Pope Francis has repeatedly denounced sexual abusers and taken steps to hold them accountable. If he’s defending Barros it’s because he genuinely believes in his innocence.
His words, however, are being misrepresented.

“In the typical Chilean family, parents (now) think twice before sending their kids to Catholic school because you never know what is going to happen,” explained Patricio Navia, political science professor at Diego Portales University in Santiago.

“Then right before leaving, Francis turns around and says: ‘By the way, I don’t think Barros is guilty. Show me some proof.’”

The Catholic church has plenty of sexual abuse cases to work through, including those involving Rev. Karadima.

Pope Francis, however, isn’t guilty of anything except being too blunt. Believing in a man’s innocence until he’s proven guilty is what we want the pope to do.
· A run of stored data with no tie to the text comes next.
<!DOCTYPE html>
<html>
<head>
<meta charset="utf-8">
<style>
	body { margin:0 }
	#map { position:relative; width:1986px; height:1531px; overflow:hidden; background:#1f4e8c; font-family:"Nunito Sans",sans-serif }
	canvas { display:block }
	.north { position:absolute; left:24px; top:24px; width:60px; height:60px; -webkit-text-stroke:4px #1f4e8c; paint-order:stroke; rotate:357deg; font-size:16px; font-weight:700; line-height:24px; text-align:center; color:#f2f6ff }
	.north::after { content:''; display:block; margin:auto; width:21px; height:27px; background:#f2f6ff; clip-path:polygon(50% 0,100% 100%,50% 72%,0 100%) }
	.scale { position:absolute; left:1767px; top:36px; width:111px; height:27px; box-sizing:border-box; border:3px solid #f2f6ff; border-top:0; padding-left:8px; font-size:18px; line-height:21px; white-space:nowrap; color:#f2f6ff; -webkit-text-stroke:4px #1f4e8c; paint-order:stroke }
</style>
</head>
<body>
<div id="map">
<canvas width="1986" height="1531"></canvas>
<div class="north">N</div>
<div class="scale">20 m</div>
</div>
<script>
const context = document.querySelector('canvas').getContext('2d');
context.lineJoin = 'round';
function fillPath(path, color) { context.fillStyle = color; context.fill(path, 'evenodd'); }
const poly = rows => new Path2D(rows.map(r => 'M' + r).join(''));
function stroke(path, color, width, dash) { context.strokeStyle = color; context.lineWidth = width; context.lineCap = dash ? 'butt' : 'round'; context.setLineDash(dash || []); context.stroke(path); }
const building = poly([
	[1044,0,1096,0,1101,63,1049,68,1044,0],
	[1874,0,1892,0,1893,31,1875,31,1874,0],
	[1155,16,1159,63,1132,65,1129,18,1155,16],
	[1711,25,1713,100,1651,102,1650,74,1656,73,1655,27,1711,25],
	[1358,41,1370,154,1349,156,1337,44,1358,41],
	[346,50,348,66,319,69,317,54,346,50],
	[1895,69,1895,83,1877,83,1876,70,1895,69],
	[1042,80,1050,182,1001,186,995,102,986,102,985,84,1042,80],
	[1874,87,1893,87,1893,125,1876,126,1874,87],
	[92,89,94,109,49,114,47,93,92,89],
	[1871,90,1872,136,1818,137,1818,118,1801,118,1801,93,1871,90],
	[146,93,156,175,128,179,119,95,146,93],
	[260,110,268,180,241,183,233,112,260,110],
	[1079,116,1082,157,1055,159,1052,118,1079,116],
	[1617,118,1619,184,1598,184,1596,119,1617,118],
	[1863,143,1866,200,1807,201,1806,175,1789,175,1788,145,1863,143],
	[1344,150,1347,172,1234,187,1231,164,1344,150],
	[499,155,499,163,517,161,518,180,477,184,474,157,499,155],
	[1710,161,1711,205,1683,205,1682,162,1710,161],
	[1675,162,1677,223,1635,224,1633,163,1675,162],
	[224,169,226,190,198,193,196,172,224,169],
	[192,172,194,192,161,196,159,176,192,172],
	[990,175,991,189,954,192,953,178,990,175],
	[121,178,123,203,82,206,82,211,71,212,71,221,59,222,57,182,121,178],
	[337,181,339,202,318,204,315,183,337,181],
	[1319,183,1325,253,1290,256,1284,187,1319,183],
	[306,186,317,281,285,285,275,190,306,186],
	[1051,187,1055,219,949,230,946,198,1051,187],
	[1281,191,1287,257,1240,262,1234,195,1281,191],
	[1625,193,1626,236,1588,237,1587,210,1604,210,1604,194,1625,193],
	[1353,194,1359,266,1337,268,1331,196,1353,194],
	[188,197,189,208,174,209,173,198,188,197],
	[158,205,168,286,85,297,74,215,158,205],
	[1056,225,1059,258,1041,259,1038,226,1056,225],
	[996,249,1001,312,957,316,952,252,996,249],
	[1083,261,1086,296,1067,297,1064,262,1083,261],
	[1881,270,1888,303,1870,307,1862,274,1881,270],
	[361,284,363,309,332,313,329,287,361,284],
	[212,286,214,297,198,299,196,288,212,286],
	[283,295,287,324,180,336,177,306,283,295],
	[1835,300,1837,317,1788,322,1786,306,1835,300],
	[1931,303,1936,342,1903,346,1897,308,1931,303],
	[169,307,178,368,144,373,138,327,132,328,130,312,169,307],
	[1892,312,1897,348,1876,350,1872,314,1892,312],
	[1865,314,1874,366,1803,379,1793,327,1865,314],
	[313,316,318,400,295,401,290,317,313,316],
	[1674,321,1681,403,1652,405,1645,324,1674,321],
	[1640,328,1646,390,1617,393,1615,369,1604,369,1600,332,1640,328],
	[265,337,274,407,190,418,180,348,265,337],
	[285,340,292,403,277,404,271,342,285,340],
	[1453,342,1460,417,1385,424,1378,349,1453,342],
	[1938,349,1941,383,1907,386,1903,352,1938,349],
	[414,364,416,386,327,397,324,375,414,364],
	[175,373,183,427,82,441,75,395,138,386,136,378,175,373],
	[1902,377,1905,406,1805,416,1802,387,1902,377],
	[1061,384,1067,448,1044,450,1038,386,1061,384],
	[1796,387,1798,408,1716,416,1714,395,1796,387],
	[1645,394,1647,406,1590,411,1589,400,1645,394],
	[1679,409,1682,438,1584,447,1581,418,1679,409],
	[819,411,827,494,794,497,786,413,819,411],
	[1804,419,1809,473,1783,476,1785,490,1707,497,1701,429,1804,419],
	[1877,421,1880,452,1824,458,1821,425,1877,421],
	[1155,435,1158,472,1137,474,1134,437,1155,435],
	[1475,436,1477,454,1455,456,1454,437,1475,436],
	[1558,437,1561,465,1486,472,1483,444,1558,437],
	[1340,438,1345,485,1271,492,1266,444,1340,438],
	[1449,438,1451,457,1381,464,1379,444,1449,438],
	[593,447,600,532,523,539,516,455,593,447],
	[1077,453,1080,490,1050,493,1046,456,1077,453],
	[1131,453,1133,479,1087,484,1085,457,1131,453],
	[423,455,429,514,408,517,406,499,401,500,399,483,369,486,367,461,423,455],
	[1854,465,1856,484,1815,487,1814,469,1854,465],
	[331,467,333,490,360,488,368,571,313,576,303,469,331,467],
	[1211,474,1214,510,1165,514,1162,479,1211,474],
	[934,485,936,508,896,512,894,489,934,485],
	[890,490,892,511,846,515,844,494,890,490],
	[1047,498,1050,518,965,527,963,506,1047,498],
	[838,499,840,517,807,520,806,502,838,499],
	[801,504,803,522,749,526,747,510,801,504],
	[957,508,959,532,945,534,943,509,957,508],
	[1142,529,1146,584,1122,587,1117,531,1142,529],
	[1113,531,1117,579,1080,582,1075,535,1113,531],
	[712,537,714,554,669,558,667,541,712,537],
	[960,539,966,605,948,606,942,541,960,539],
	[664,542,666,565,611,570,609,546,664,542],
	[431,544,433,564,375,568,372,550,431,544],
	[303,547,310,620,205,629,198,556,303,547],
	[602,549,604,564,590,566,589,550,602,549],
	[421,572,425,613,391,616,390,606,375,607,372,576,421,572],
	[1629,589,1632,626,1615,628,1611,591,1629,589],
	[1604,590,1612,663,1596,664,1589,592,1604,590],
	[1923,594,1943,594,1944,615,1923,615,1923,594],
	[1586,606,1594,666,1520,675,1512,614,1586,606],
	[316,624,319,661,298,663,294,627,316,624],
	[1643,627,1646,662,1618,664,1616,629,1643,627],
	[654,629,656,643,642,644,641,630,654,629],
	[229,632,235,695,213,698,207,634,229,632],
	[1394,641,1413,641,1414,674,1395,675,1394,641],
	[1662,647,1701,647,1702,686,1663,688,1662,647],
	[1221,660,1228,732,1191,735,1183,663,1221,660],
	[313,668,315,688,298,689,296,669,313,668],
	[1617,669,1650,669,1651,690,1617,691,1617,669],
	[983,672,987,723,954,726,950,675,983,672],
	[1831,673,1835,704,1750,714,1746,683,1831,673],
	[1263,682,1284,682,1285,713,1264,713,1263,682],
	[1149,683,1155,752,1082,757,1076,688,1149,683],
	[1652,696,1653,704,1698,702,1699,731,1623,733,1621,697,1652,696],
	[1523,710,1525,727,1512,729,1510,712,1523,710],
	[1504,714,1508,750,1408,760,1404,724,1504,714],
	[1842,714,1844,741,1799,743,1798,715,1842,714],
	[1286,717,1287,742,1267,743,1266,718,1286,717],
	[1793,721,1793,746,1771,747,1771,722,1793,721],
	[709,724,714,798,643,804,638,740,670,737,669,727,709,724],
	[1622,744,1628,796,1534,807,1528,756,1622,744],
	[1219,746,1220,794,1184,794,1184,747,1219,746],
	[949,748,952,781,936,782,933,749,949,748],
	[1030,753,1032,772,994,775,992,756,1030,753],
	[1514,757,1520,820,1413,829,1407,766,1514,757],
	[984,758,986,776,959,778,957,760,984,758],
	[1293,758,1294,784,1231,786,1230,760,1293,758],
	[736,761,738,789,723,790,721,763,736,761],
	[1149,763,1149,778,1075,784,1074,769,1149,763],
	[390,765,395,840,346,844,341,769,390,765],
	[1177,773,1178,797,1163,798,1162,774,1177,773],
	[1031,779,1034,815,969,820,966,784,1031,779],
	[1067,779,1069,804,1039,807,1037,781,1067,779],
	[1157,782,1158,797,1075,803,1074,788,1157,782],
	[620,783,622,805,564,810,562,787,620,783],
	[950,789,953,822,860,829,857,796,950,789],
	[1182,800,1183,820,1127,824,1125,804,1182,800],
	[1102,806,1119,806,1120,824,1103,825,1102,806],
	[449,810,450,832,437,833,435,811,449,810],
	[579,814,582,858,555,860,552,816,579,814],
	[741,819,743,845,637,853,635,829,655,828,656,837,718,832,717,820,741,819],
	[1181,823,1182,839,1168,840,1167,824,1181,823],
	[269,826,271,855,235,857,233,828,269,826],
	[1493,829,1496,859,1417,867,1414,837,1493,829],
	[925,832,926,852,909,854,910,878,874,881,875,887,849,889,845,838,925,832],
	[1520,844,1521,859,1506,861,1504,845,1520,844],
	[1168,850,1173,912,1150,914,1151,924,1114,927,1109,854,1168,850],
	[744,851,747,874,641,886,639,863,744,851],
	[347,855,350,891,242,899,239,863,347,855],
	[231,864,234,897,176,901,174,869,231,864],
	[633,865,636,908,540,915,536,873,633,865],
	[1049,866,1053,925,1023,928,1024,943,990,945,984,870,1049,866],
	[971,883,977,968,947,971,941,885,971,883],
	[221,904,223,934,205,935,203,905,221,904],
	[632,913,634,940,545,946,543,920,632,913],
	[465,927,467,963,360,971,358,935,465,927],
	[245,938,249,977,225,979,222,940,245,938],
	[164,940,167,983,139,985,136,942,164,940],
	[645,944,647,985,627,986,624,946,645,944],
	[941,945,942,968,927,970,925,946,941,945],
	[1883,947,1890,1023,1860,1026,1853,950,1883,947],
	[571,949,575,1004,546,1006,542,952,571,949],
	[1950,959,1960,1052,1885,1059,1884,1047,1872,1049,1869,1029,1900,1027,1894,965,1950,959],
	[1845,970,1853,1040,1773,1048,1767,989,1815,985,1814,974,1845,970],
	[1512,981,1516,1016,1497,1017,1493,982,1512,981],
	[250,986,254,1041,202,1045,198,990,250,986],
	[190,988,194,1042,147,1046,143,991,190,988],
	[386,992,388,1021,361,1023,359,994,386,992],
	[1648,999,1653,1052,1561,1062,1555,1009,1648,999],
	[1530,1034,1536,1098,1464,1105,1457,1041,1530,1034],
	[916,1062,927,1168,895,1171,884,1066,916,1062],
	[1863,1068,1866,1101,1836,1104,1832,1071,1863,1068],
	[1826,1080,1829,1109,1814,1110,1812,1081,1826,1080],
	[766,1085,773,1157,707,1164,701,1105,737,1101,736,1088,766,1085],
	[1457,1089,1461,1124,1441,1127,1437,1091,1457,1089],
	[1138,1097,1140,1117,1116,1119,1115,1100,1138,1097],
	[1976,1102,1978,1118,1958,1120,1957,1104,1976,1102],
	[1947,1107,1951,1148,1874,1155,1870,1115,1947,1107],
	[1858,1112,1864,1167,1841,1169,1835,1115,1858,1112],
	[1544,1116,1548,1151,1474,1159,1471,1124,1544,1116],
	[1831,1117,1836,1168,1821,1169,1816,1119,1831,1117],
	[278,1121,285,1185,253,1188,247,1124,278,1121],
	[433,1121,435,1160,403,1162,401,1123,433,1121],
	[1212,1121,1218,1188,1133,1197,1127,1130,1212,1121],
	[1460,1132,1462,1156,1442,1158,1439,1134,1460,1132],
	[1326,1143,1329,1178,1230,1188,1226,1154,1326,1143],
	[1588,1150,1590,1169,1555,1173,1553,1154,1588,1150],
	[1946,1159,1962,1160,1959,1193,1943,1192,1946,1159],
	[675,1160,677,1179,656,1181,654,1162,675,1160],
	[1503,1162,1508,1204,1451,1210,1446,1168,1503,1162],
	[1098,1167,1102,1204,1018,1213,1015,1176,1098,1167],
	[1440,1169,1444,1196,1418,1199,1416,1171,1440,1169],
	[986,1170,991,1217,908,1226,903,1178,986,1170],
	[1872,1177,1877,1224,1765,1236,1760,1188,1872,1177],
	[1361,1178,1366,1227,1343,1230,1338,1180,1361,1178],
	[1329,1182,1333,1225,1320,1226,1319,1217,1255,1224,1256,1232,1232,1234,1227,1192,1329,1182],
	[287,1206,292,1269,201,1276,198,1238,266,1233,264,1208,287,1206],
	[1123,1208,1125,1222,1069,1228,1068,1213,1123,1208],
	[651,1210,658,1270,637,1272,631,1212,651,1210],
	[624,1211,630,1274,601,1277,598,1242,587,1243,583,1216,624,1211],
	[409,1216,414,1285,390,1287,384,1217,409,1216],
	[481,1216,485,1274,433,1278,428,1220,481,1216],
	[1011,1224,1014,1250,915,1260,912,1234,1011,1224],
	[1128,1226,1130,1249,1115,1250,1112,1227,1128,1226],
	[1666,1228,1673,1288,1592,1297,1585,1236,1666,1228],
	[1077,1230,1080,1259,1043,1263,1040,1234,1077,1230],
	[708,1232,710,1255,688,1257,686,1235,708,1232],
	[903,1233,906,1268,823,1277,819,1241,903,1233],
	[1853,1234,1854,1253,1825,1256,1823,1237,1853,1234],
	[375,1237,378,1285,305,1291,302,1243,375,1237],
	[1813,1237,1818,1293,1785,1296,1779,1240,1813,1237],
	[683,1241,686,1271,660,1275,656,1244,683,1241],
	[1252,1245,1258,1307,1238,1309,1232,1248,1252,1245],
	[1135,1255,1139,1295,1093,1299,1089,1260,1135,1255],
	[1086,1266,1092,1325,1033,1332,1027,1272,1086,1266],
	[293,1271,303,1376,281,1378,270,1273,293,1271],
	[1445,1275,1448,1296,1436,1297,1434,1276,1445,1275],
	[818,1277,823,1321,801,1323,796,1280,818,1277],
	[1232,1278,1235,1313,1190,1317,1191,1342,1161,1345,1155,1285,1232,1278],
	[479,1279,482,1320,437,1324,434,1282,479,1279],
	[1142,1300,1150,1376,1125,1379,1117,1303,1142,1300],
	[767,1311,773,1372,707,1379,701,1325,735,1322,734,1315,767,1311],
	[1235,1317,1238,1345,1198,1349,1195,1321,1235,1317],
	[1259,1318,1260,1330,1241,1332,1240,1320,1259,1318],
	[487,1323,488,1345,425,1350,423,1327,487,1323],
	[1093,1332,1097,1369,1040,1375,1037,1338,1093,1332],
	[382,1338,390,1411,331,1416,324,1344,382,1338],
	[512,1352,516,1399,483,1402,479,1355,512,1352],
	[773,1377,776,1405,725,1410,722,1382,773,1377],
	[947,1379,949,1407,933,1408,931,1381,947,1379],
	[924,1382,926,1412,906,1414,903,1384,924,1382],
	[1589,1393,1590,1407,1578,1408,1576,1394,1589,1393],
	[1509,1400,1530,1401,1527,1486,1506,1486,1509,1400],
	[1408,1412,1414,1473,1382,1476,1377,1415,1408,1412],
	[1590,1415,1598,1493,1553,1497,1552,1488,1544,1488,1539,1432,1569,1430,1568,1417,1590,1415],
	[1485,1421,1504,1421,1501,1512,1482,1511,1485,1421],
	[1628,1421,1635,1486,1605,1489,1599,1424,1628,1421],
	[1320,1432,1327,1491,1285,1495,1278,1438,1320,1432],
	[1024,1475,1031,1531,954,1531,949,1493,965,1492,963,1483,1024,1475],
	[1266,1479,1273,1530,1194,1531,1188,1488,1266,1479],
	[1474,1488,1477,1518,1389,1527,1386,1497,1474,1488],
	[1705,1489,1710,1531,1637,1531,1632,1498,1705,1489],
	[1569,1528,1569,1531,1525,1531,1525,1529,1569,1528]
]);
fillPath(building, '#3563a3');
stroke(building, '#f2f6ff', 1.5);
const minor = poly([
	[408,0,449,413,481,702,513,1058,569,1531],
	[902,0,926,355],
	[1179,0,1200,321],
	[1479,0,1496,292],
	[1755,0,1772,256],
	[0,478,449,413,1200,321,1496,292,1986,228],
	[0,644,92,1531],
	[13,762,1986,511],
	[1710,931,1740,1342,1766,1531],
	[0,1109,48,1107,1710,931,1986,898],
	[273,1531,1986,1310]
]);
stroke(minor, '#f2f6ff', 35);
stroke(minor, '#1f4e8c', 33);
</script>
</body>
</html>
According to the New York Post, Rev. Karadima “was found guilty of sexually abusing minors and sentenced to a ‘life of prayer and penitence’ away from the church in 2011. Criminal charges could not be brought, though, due to the statute of limitations.”

The awfulness of Karadima’s crimes is causing people to overreact, as though Pope Francis’ defense of Barros is equivalent to defending child abuse.

“He has just turned back the clock to the darkest days of this crisis,” complained Anne Barrett Doyle, of the website BishopAccountability.org “Who knows how many victims now will decide to stay hidden, for fear they will not be believed?”